Are Falling Interest Rates a Buy Signal?
A long time ago, when the thought of being a Millionaire was only a far away dream, I had a friend who told me his theory for when to invest in what kinds of securities. His buy and sell triggers had only to do with what was happening with interest rates. His theory was simple: You should be buying stocks when the Fed Funds Rate is dropping. When rates top out and start to drop it's time to sell and move to cash or to bonds.
His theory was based on the premise that a lowered Fed Funds Rate meant more liquidity, which would lead to higher stock prices as businesses were able to obtain money for expansion more cheaply. Conversely, when money's getting tighter, businesses find it harder to borrow. Debt is more expensive, making expansion harder to finance. Without expansion, businesses and their stock prices don't grow.
I never followed his advice. The concept seemed to make sense; but my gut told me it couldn't be that simple. So today, after all these years, I've done the work to either prove or dispel the myth. The chart below shows the adjusted closing price of the Dow Jones Industrials and the Federal Reserve Funds Rate from 1992 to present.

Kind of small? Here's a bigger version
If my buddy's theory were true, an investor would have been in and out of the market several times over the past decade and a half based on the changing directions of the red Fed Funds Rate line in the chart. In late 1990's he would have been selling into the dot com irrational exuberance. Later on, as both the market dropped and interest rates began to bottom out, he'd have been a buyer. Today he'd be looking at the new Dow Jones Industrials recent record highs and last week's interest rate cut and start to think about lightening up on stocks.

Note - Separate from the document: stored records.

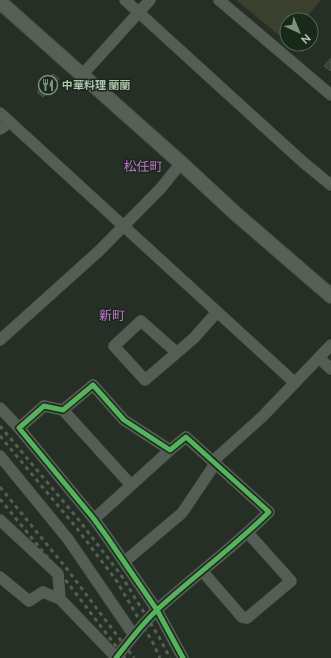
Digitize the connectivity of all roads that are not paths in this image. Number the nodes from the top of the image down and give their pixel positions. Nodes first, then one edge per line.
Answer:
1 (125, 0) edge
2 (150, 0) edge
3 (219, 0) edge
4 (0, 2) edge
5 (138, 13) junction
6 (82, 75) junction
7 (331, 95) edge
8 (0, 113) edge
9 (10, 122) junction
10 (0, 129) edge
11 (181, 163) junction
12 (331, 185) edge
13 (124, 226) junction
14 (331, 296) edge
15 (217, 312) junction
16 (0, 340) edge
17 (331, 345) edge
18 (176, 352) junction
19 (320, 358) junction
20 (331, 369) edge
21 (295, 383) junction
22 (0, 408) edge
23 (64, 410) junction
24 (19, 428) junction
25 (170, 450) junction
26 (0, 456) edge
27 (213, 461) junction
28 (131, 485) junction
29 (94, 519) junction
30 (0, 520) edge
31 (248, 533) junction
32 (124, 562) junction
33 (202, 572) junction
34 (0, 577) edge
35 (60, 598) junction
36 (157, 610) junction
37 (134, 634) junction
38 (116, 658) edge
39 (183, 658) edge

1 - 5 street
2 - 5 street
3 - 7 street
4 - 6 main road
5 - 6 street
5 - 12 street
6 - 11 main road
8 - 9 street
9 - 10 street
9 - 13 street
11 - 13 street
11 - 14 main road
13 - 15 street
13 - 16 street
15 - 18 street
15 - 21 street
17 - 19 street
18 - 18 street
19 - 20 street
19 - 21 street
21 - 27 street
22 - 24 street
23 - 24 street
23 - 25 street
23 - 28 street
24 - 29 street
25 - 27 street
25 - 28 street
26 - 37 street
27 - 31 street
27 - 32 street
28 - 29 street
29 - 32 street
30 - 35 street
31 - 33 street
31 - 33 street
32 - 36 street
33 - 36 street
34 - 35 street
35 - 38 street
36 - 37 street
36 - 39 street
37 - 38 street

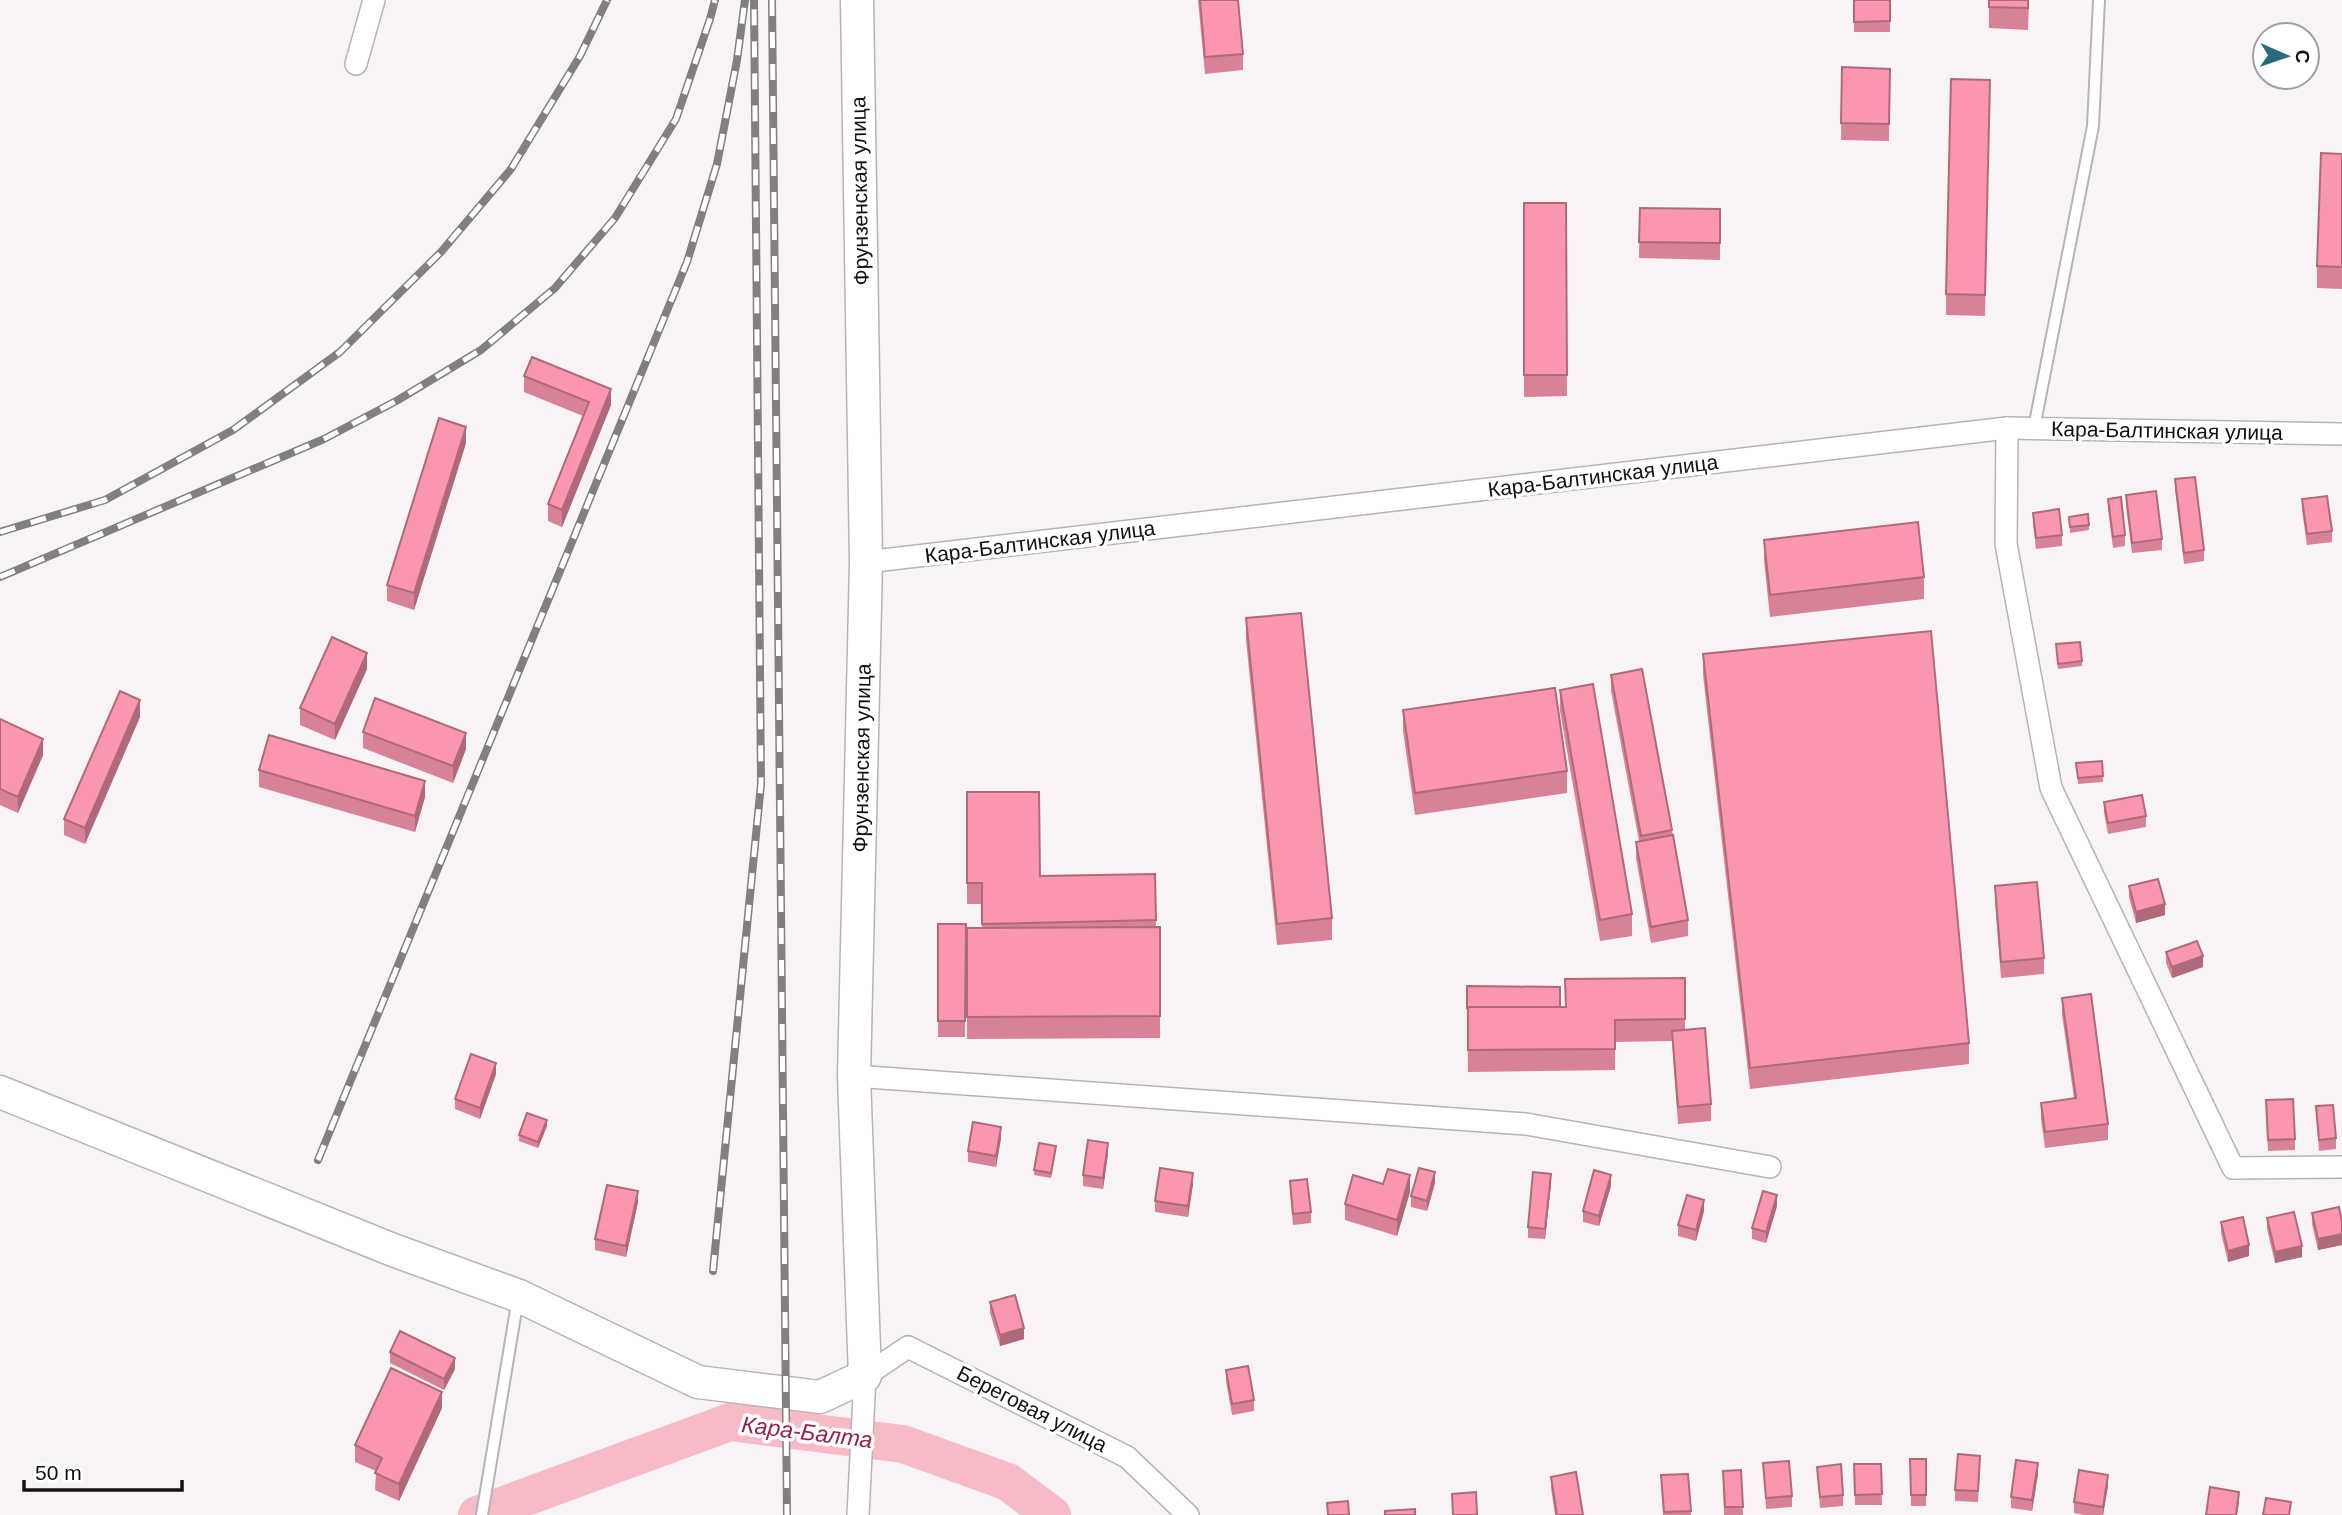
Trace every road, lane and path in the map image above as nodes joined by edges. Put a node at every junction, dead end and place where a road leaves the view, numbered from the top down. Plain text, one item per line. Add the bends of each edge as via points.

It's a little harder to see this sort of relationship going back much further than that though. From the early 80's through the dot-com boom the best strategy despite interest rate moves was buy and hold.
Conclusion? Hard to say. Usually when you look into these macro trends it seems like what worked well in the past was no longer the case. Here, the theory which I didn't think held water in the past, and which in fact did not, seems to have worked well more recently. I think this one warrants more study.